I think, Met, that this is where our higher rational capacities take us-- when we exercise them. It does seem that too many people stay in the realm of mere pro-social behavior-- that is, they only care for the welfare of their own group or tribe.
To which I'll add this Mary Jane Rubenstein quote that I've posted before ...
I would add that there is nothing
“irrational” about [...]gas chambers, machine guns, and chemical weapons.
The hands of Lady Reason are hardly clean here; it’s certainly not “faith”
that has produced weapons of small- and large-scale destruction; rather, it is
calculative, dispassionate, evidential, level-headed reason.
The “One” is the space of the “world” of the tick, but also the “pinch” of the lobster, or that rendezvous in person to confirm online pictures (with a new lover or an old God). This is the machinery operative...as “onto-theology."
Dr Ward Blanton
Dr Ward Blanton
Re: help me keep intellectual standards high
If we know something is right in exactly the same way that rats do, entirely through sentiments, feelings, desires, or however you characterize it, that wouldn't explain the vast changes in moral perceptions and judgments just in very recent history. You probably wouldn't think of these changes as "progress," but I'd say that some of them are progress, like the outlawing of slavery, equal rights for women and minorities, animal rights, etc. Pre-moral sentiments such as love, acceptance, belonging, nurturance, self-defense, purity, revulsion and disgust are the raw materials of morality, but we take these sentiments and we assess them from as 'objective' a stance as possible. Our evolving standards for objectivity might explain (in part) our evolving moral perceptions and judgments. These sentiments are the inevitable foundation of morality but don't determine it. If they did, moral standards would never change, since these sentiments probably don't change, or at least not that quickly.met wrote:
Ultimately, how do we know something is wrong, except in exactly the same way? There's no way to demonstrate rightness or wrongness like with simple math operations - "2+2=5" is perhaps repudable with blocks or something; but "it's good to kill Slobovians cuz God hates 'em too..." really isn't. This is the gist of my objection here.

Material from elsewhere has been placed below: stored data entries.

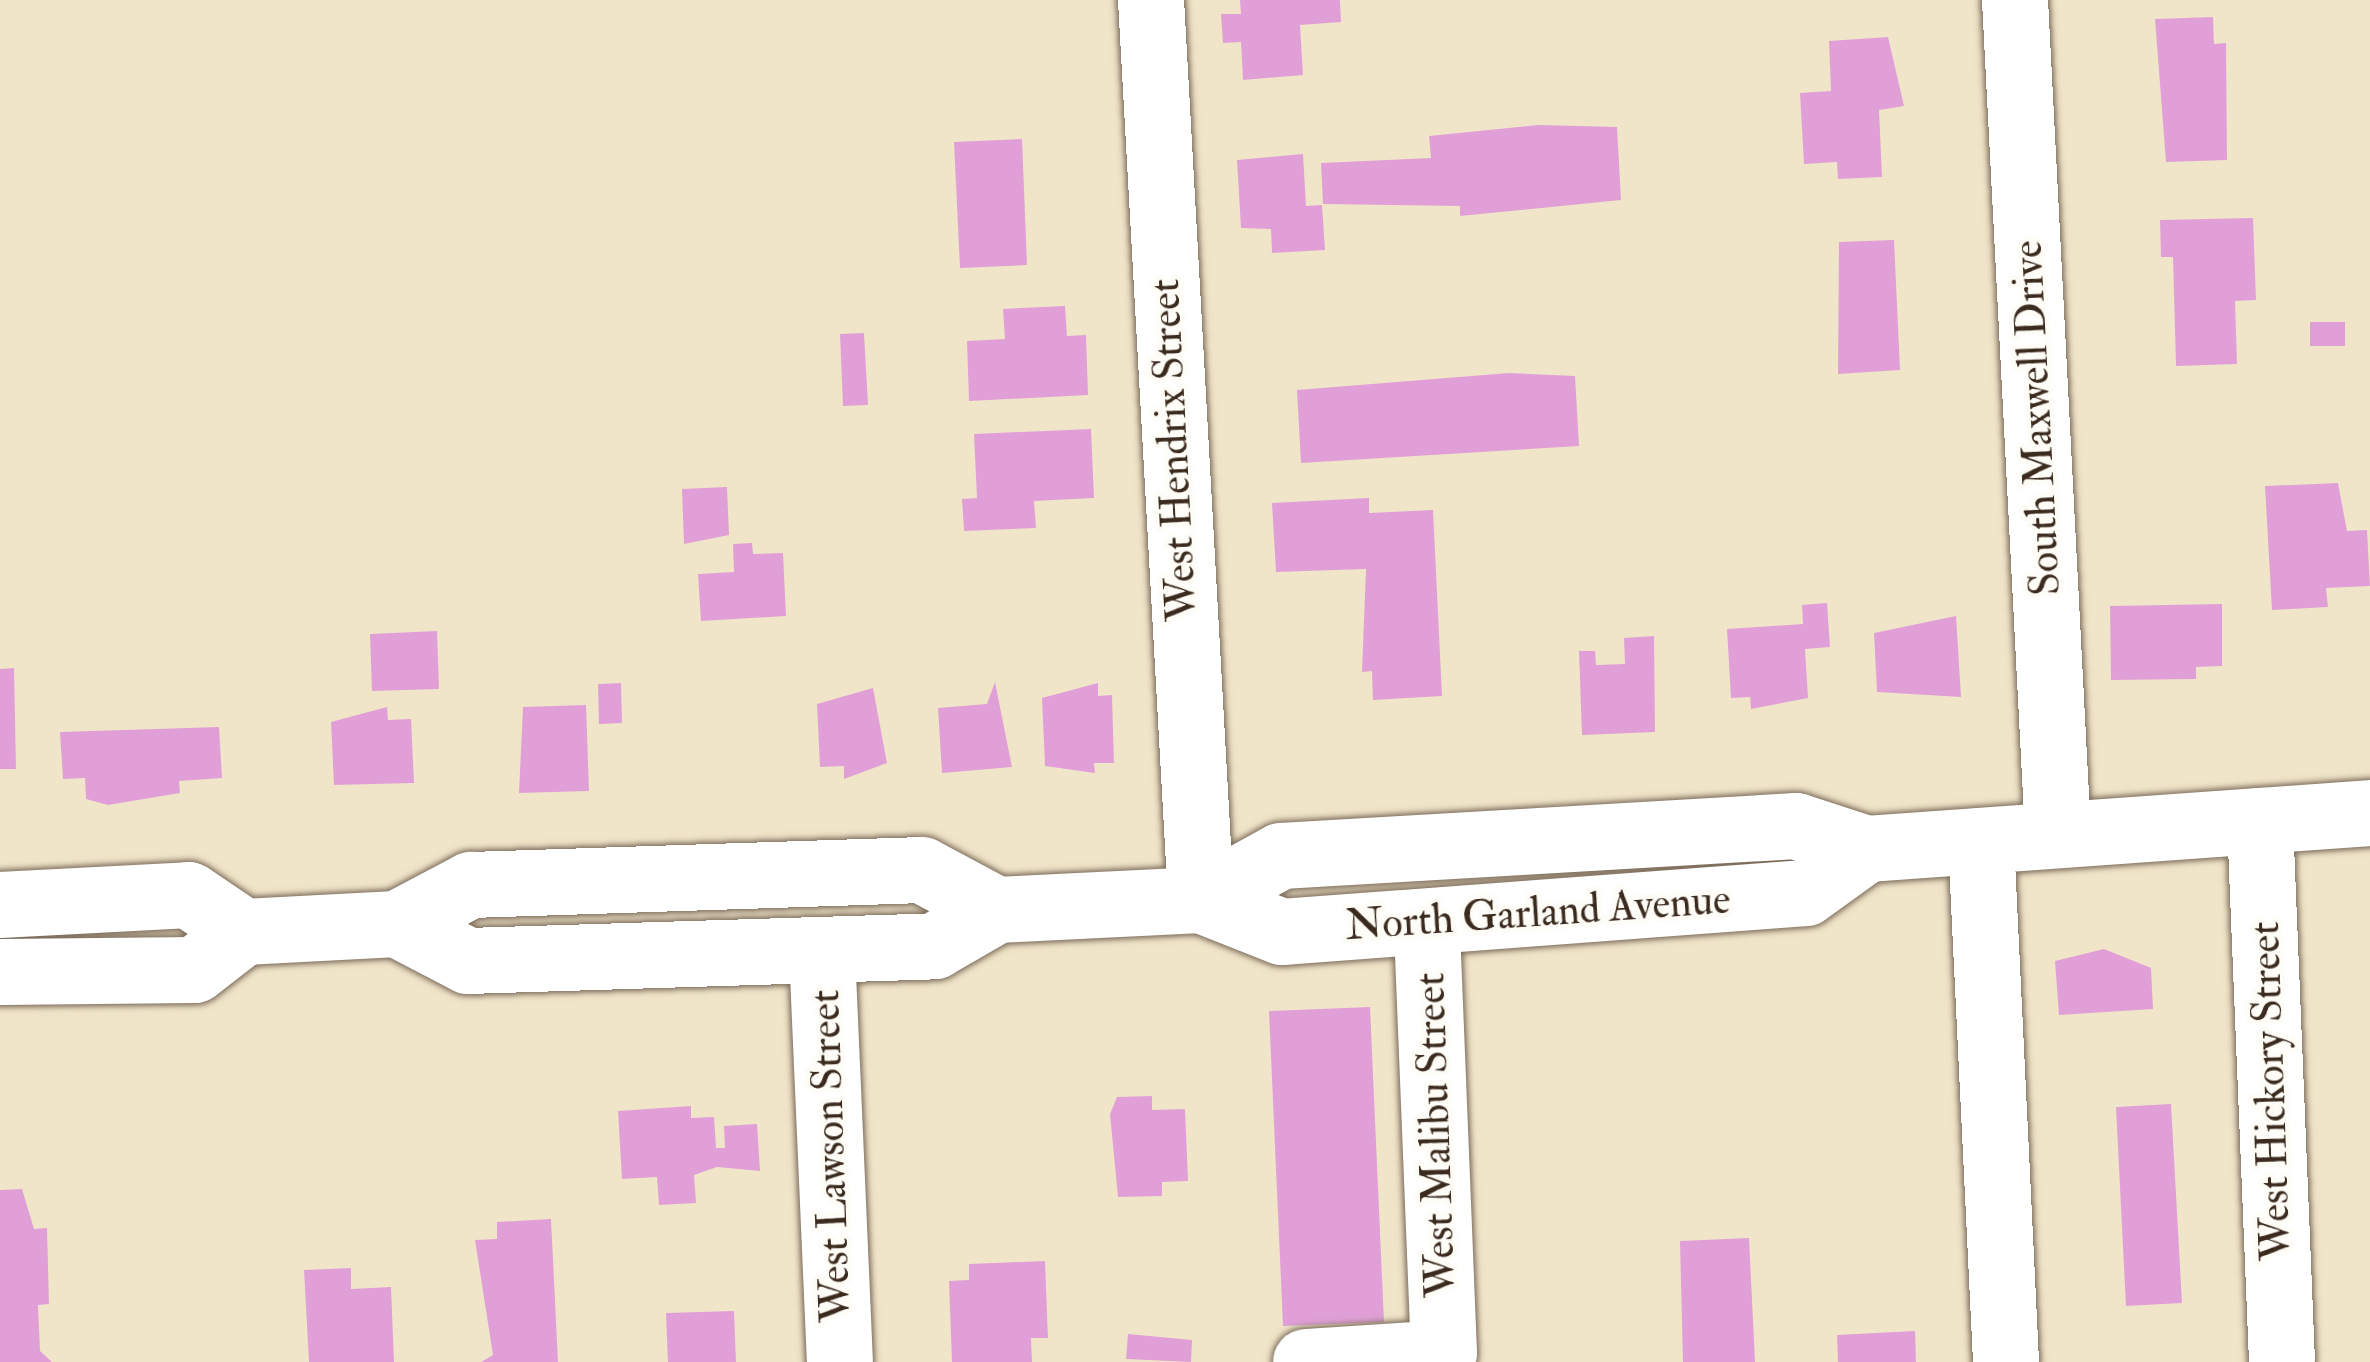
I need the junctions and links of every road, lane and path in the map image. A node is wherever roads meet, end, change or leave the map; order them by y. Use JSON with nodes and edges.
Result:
{"nodes":[{"id":1,"x":1150,"y":0,"type":"edge"},
{"id":2,"x":2015,"y":0,"type":"edge"},
{"id":3,"x":2370,"y":813,"type":"edge"},
{"id":4,"x":2260,"y":820,"type":"junction"},
{"id":5,"x":2058,"y":836,"type":"junction"},
{"id":6,"x":1981,"y":841,"type":"junction"},
{"id":7,"x":1867,"y":849,"type":"junction"},
{"id":8,"x":1201,"y":901,"type":"junction"},
{"id":9,"x":0,"y":905,"type":"edge"},
{"id":10,"x":997,"y":910,"type":"junction"},
{"id":11,"x":1427,"y":922,"type":"junction"},
{"id":12,"x":397,"y":924,"type":"junction"},
{"id":13,"x":244,"y":932,"type":"junction"},
{"id":14,"x":822,"y":951,"type":"junction"},
{"id":15,"x":0,"y":972,"type":"edge"},
{"id":16,"x":840,"y":1362,"type":"edge"},
{"id":17,"x":1306,"y":1362,"type":"edge"},
{"id":18,"x":2006,"y":1362,"type":"edge"},
{"id":19,"x":2282,"y":1362,"type":"edge"}],
"edges":[{"from":1,"to":8,"type":"main road","name":"West Hendrix Street"},
{"from":2,"to":5,"type":"main road","name":"South Maxwell Drive"},
{"from":3,"to":4,"type":"main road","name":"North Garland Avenue"},
{"from":4,"to":5,"type":"main road","name":"North Garland Avenue"},
{"from":4,"to":19,"type":"main road","name":"West Hickory Street"},
{"from":5,"to":6,"type":"main road","name":"North Garland Avenue"},
{"from":6,"to":7,"type":"main road","name":"North Garland Avenue"},
{"from":6,"to":18,"type":"main road"},
{"from":7,"to":8,"type":"main road","name":"North Garland Avenue"},
{"from":7,"to":11,"type":"main road","name":"North Garland Avenue"},
{"from":8,"to":10,"type":"main road","name":"North Garland Avenue"},
{"from":8,"to":11,"type":"main road","name":"North Garland Avenue"},
{"from":9,"to":13,"type":"main road"},
{"from":10,"to":12,"type":"main road"},
{"from":10,"to":14,"type":"main road","name":"North Garland Avenue"},
{"from":11,"to":17,"type":"main road","name":"West Malibu Street"},
{"from":12,"to":13,"type":"main road"},
{"from":12,"to":14,"type":"main road","name":"North Garland Avenue"},
{"from":13,"to":15,"type":"main road"},
{"from":14,"to":16,"type":"main road","name":"West Lawson Street"}]}
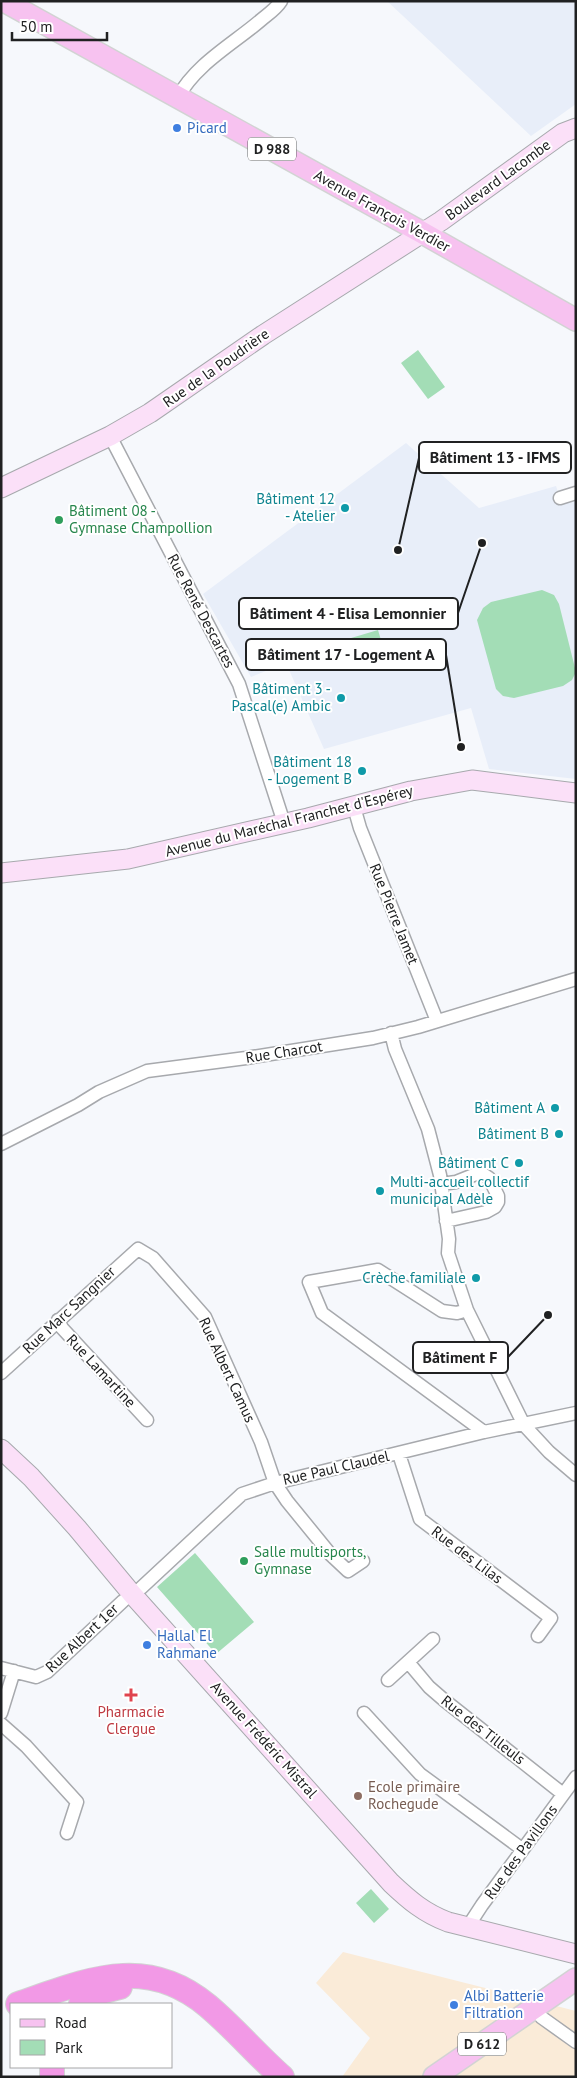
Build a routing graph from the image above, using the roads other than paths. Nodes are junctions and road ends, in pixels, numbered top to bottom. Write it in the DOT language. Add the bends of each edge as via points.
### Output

To which I'll add this Mary Jane Rubenstein quote that I've posted before ...I would add that there is nothing
“irrational” about [...]gas chambers, machine guns, and chemical weapons.
The hands of Lady Reason are hardly clean here; it’s certainly not “faith”

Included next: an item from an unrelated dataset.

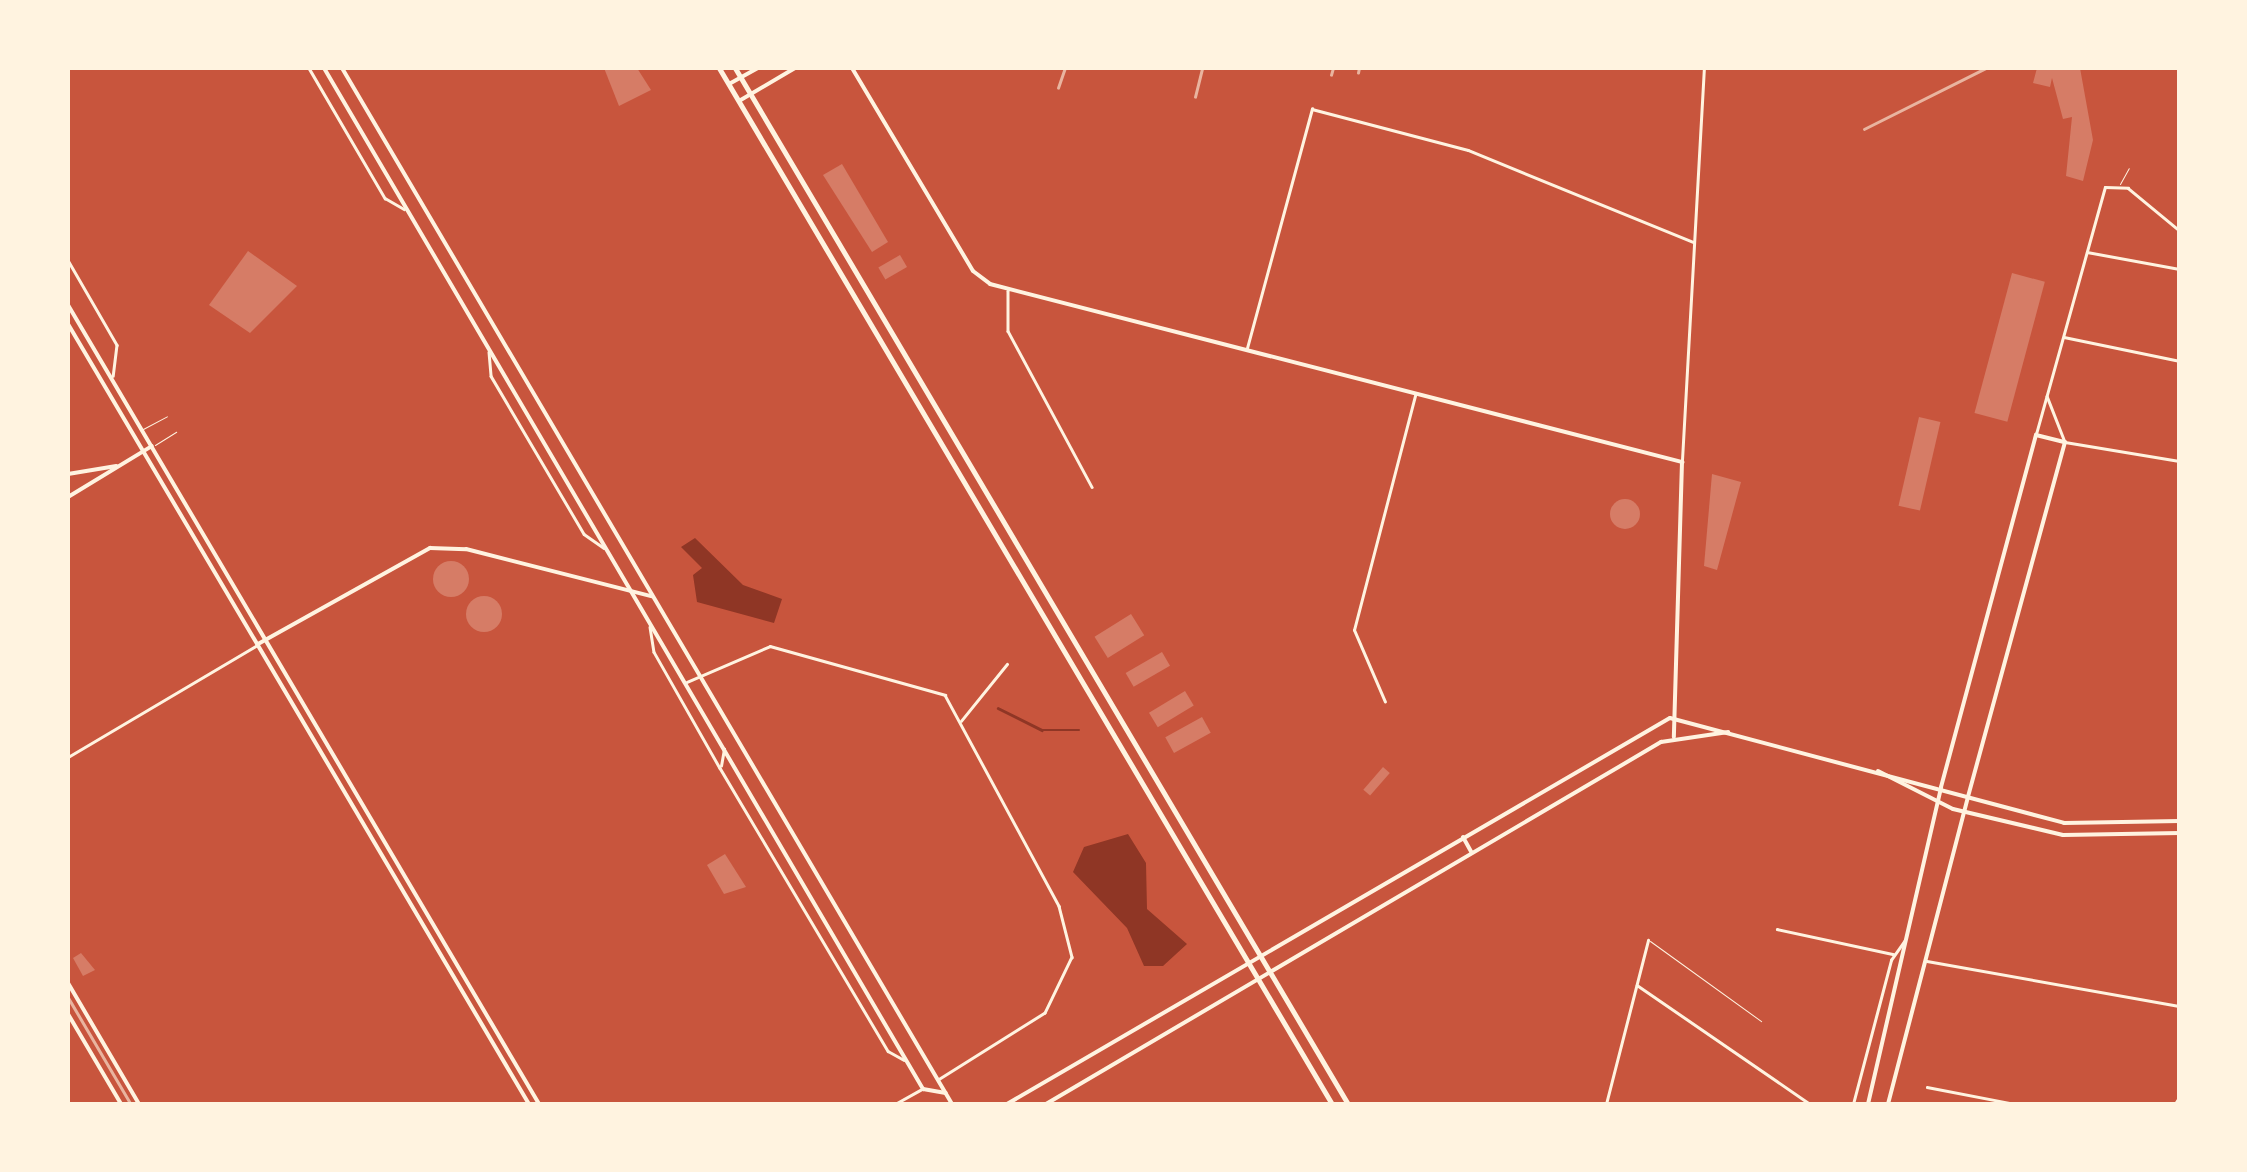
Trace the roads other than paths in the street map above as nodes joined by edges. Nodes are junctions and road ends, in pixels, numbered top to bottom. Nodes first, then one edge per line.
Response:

that has produced weapons of small- and large-scale destruction; rather, it is
calculative, dispassionate, evidential, level-headed reason.
No one's ever said that reason will always guide us to the morally best solution. If it did, we wouldn't be free or accountable. Nicholas of Cusa said that the "intellect is a whore." What Rubinstein is talking about is calculative reason, reasoning about the means, not about ends. The how but not as much the why. It's the capacity we have to always be able to step back and ask "But why am I doing this?" It's a capacity more than an actual state of affairs. Actual states will always be flawed and fall short; it's our capacity to potentially to wonder about this and try to know this that's crucial.